Results in Engineering (Mar 2025)
A novel 3D analytical model and numerical study of bimorph piezoelectric actuators in d33 mode
Abstract
This paper presents a detailed 3D mathematical model for the representative volume element (RVE) of bimorph d33-mode piezoelectric actuators, to examine the intensity and distribution of the electric field Ep and strain S within the piezoelectric material across different planes and under varying conditions. By maintaining constant dimensions, the analysis demonstrates a notable decrease in the orthogonal planar component of Ep, under electrode and electrode separation (60-80% and 50-70% in the corresponding cross-sections of x−z and x−y planes, and 80% in the y−z plane) and under electrode areas (40-30%, 50-90%, and 80% corresponding to the x−z, x−y, and y−z planes, respectively). These results show a dominant x-component of Ep.

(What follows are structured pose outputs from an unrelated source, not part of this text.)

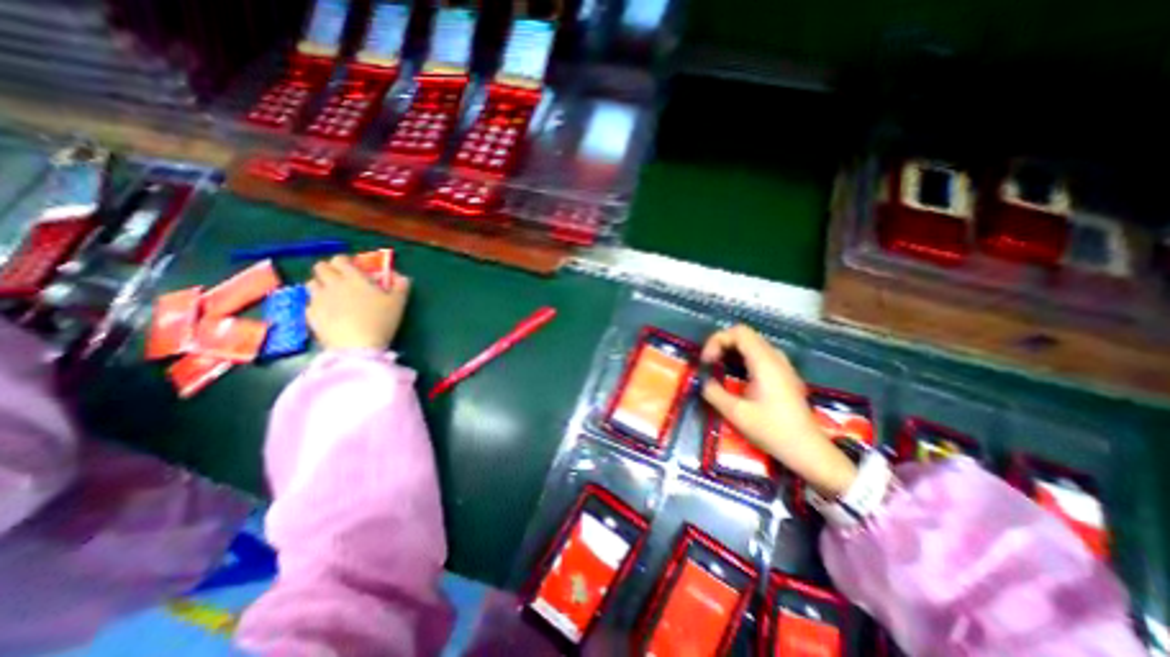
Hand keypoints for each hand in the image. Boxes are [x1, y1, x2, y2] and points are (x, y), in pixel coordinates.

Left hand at [305, 255, 409, 350]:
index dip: (345, 262)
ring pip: (311, 284)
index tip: (353, 268)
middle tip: (340, 280)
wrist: (357, 347)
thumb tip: (401, 276)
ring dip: (320, 286)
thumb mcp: (398, 302)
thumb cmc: (381, 320)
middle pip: (320, 267)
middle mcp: (332, 285)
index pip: (341, 260)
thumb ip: (400, 286)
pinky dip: (318, 305)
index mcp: (354, 278)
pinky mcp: (311, 316)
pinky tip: (329, 314)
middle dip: (329, 270)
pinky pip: (310, 304)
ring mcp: (318, 300)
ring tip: (332, 296)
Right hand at [697, 323, 856, 496]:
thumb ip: (714, 392)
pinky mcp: (784, 375)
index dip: (717, 340)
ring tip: (719, 369)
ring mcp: (782, 365)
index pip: (738, 332)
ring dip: (732, 351)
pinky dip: (743, 359)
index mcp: (764, 362)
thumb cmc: (772, 431)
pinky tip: (736, 377)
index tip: (707, 362)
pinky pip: (760, 355)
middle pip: (744, 335)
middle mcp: (775, 357)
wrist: (808, 450)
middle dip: (722, 344)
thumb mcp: (736, 413)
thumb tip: (704, 381)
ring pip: (752, 344)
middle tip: (709, 363)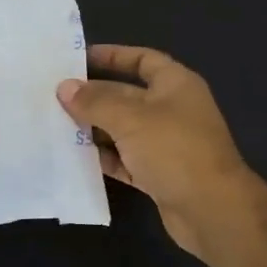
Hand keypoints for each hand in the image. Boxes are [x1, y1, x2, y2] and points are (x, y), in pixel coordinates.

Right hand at [57, 45, 258, 257]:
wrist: (211, 210)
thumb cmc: (174, 150)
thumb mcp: (130, 118)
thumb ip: (94, 102)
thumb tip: (64, 88)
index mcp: (175, 85)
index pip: (142, 59)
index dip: (112, 56)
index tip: (78, 59)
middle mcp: (172, 110)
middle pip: (127, 95)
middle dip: (94, 96)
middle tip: (55, 95)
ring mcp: (166, 144)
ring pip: (123, 129)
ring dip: (94, 128)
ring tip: (56, 124)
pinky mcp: (158, 174)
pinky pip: (125, 159)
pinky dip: (104, 157)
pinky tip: (74, 156)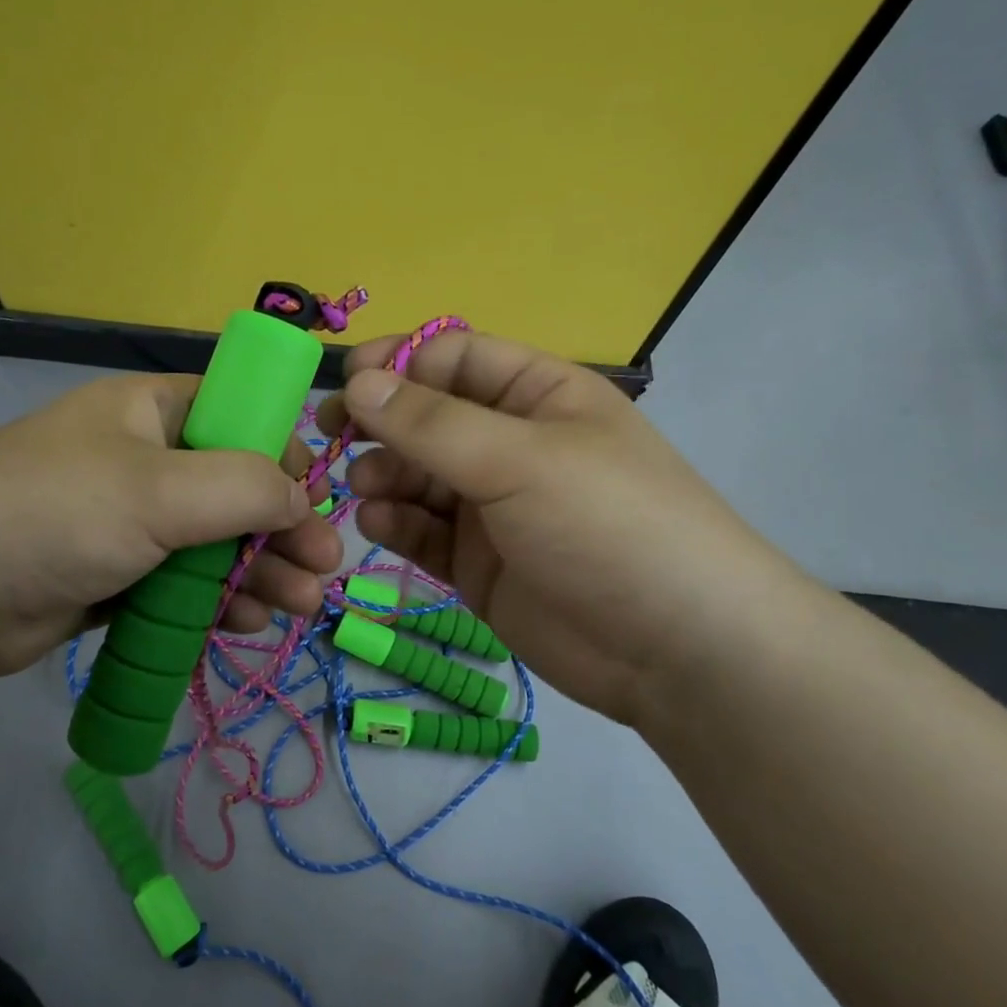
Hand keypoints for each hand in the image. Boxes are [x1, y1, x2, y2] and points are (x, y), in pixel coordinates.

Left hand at [0, 373, 342, 686]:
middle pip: (234, 487)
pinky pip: (182, 581)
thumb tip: (303, 497)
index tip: (315, 500)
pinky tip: (247, 622)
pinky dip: (217, 599)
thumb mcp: (160, 490)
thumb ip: (246, 486)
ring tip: (297, 606)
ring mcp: (127, 520)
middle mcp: (142, 458)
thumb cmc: (56, 514)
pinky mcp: (114, 574)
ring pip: (213, 541)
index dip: (282, 454)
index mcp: (150, 411)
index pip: (238, 416)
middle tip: (324, 569)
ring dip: (259, 570)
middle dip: (282, 528)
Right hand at [319, 330, 801, 725]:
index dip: (399, 364)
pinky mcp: (475, 561)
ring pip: (416, 474)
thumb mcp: (519, 459)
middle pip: (426, 416)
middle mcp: (509, 443)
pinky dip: (395, 522)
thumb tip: (357, 381)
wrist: (675, 649)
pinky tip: (381, 524)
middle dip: (380, 423)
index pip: (453, 357)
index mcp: (536, 394)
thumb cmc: (606, 524)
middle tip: (331, 435)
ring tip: (369, 489)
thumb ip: (431, 422)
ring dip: (383, 474)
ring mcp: (491, 505)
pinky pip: (421, 529)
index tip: (349, 383)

Furthermore, the fringe effect doubles the Ep intensity along the x−y plane at the edges of the electrode and reduces it by 40% in the x−z and y−z planes, affecting actuator performance, durability and structural integrity due to the localized strain intensification S3. Further investigation, adjusting the piezoelectric thickness tp, electrode width we, electrode separation d, and electrode length le while keeping the RVE width constant w=400μm, revealed the dependency of strain S3 on the electrode dimensions. It was shown that increases in we and reductions in tp enhance strain at any point (a,c,z) of the weak Ep mentioned earlier. Conversely, peak values of S3 were observed within tp=0−20μm and at electrode width extremities scale with a=0,−we when coordinates were assessed relative to a constant width w. le variation had negligible impact on S3 (2.5% increase from 4mm to 4cm). Uniform Ep theoretically maximize strain but are practically unattainable due to dependencies on charge distribution location, distance, and material and geometric limitations. The analysis reveals the interplay between the electric field, strain, and geometry in optimizing the bimorph d33-actuators.